▶ [Problem to solve]: Reproduce the records that follow without alteration, apart from removing the pictures.

▶ [Supplied data]:
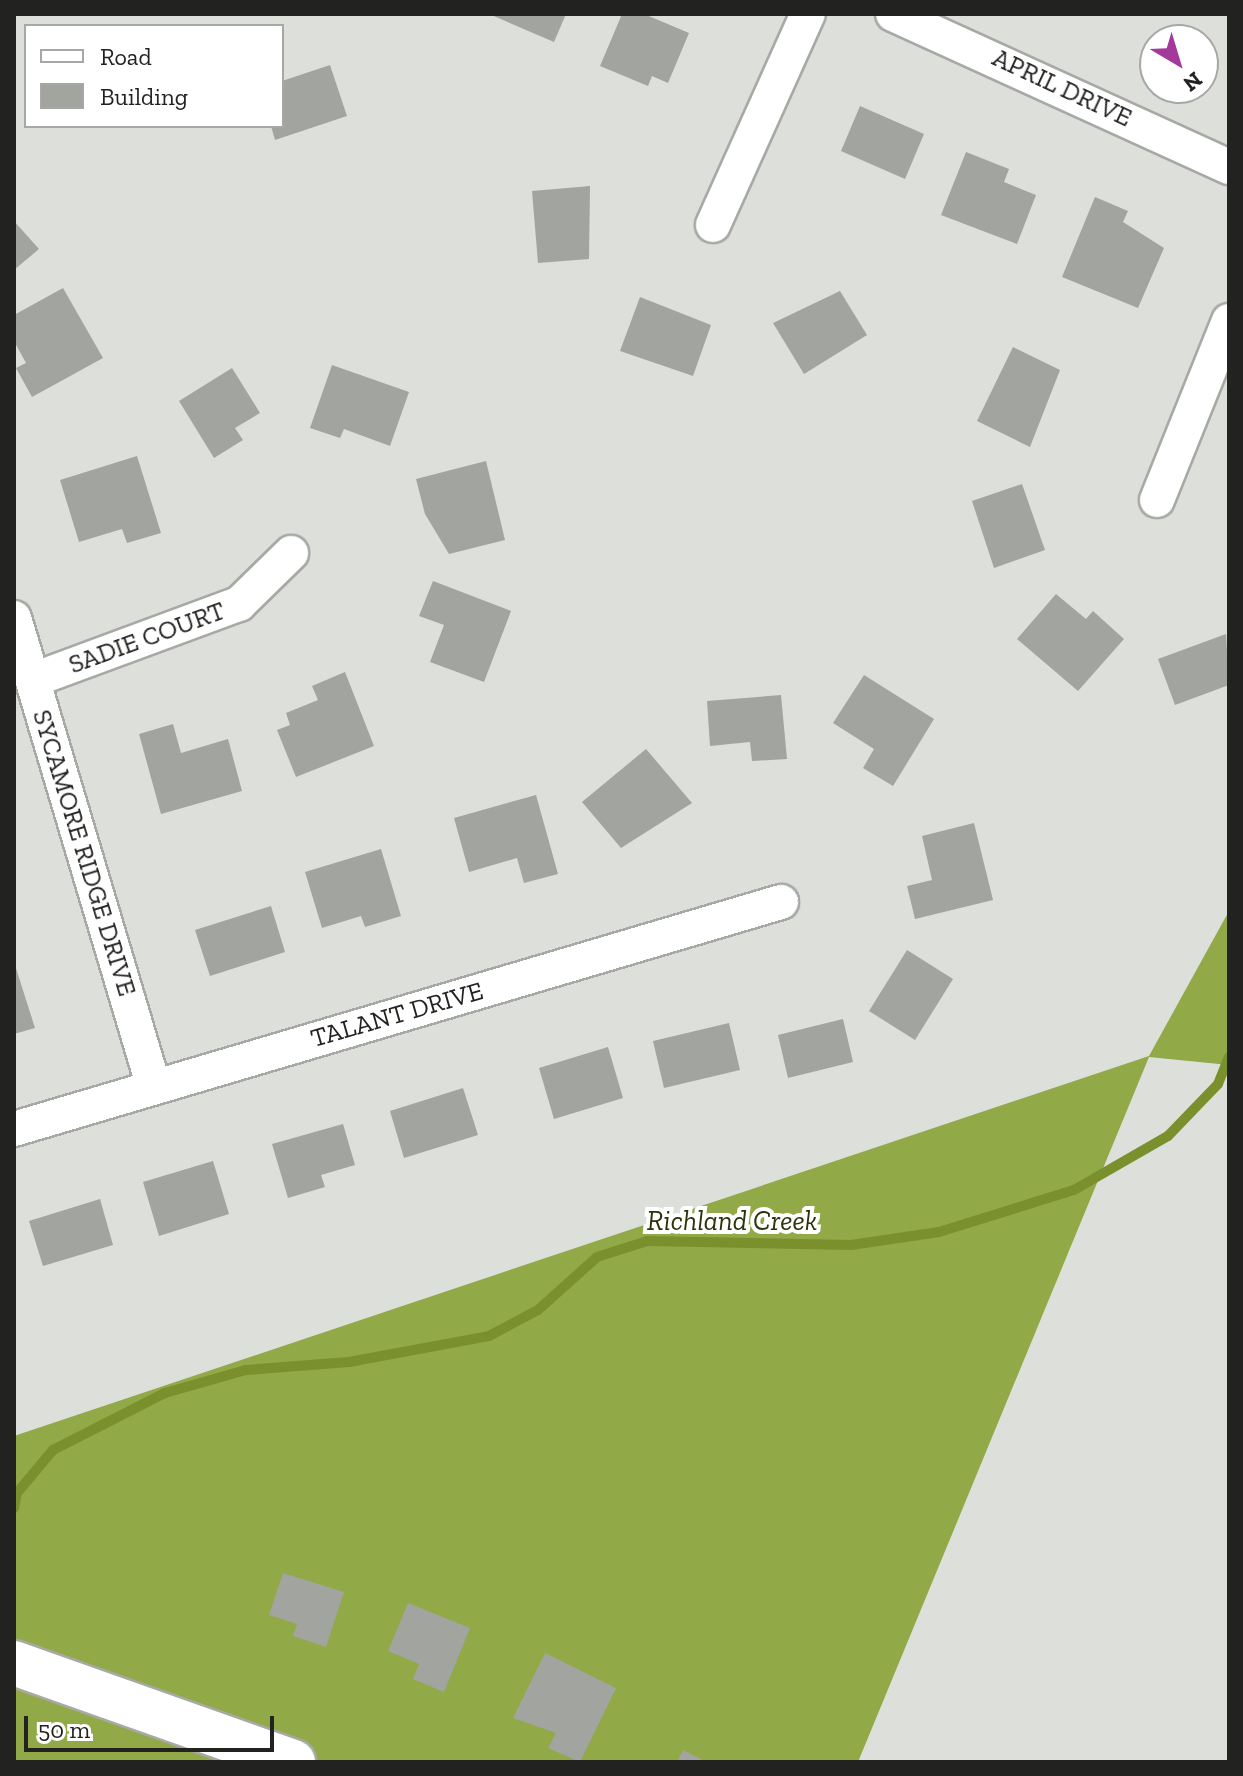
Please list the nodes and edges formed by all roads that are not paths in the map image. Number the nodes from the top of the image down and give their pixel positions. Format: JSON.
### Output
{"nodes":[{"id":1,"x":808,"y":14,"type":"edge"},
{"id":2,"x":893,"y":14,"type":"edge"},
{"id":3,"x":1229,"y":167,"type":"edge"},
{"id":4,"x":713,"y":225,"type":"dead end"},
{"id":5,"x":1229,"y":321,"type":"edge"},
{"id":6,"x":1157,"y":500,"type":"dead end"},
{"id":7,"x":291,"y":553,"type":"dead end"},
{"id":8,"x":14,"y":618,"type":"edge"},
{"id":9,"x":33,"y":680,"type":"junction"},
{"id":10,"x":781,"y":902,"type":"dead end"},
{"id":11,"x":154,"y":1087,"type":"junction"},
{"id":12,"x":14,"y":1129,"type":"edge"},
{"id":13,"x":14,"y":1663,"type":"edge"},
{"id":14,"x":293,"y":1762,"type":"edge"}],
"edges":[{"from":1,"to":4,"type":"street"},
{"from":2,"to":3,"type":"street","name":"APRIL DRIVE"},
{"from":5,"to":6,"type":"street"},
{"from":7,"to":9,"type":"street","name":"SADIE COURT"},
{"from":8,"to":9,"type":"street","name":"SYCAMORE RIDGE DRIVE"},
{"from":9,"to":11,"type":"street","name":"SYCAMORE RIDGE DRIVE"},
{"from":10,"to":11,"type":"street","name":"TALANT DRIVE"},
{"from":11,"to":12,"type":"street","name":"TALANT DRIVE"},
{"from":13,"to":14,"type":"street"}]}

▶ [Reply to the task]:
Please list the nodes and edges formed by all roads that are not paths in the map image. Number the nodes from the top of the image down and give their pixel positions. Format: JSON.
### Output
{"nodes":[{"id":1,"x":808,"y":14,"type":"edge"},
{"id":2,"x":893,"y":14,"type":"edge"},
{"id":3,"x":1229,"y":167,"type":"edge"},
{"id":4,"x":713,"y":225,"type":"dead end"},
{"id":5,"x":1229,"y":321,"type":"edge"},
{"id":6,"x":1157,"y":500,"type":"dead end"},
{"id":7,"x":291,"y":553,"type":"dead end"},
{"id":8,"x":14,"y":618,"type":"edge"},
{"id":9,"x":33,"y":680,"type":"junction"},
{"id":10,"x":781,"y":902,"type":"dead end"},
{"id":11,"x":154,"y":1087,"type":"junction"},
{"id":12,"x":14,"y":1129,"type":"edge"},
{"id":13,"x":14,"y":1663,"type":"edge"},
{"id":14,"x":293,"y":1762,"type":"edge"}],
"edges":[{"from":1,"to":4,"type":"street"},
{"from":2,"to":3,"type":"street","name":"APRIL DRIVE"},
{"from":5,"to":6,"type":"street"},
{"from":7,"to":9,"type":"street","name":"SADIE COURT"},
{"from":8,"to":9,"type":"street","name":"SYCAMORE RIDGE DRIVE"},
{"from":9,"to":11,"type":"street","name":"SYCAMORE RIDGE DRIVE"},
{"from":10,"to":11,"type":"street","name":"TALANT DRIVE"},
{"from":11,"to":12,"type":"street","name":"TALANT DRIVE"},
{"from":13,"to":14,"type":"street"}]}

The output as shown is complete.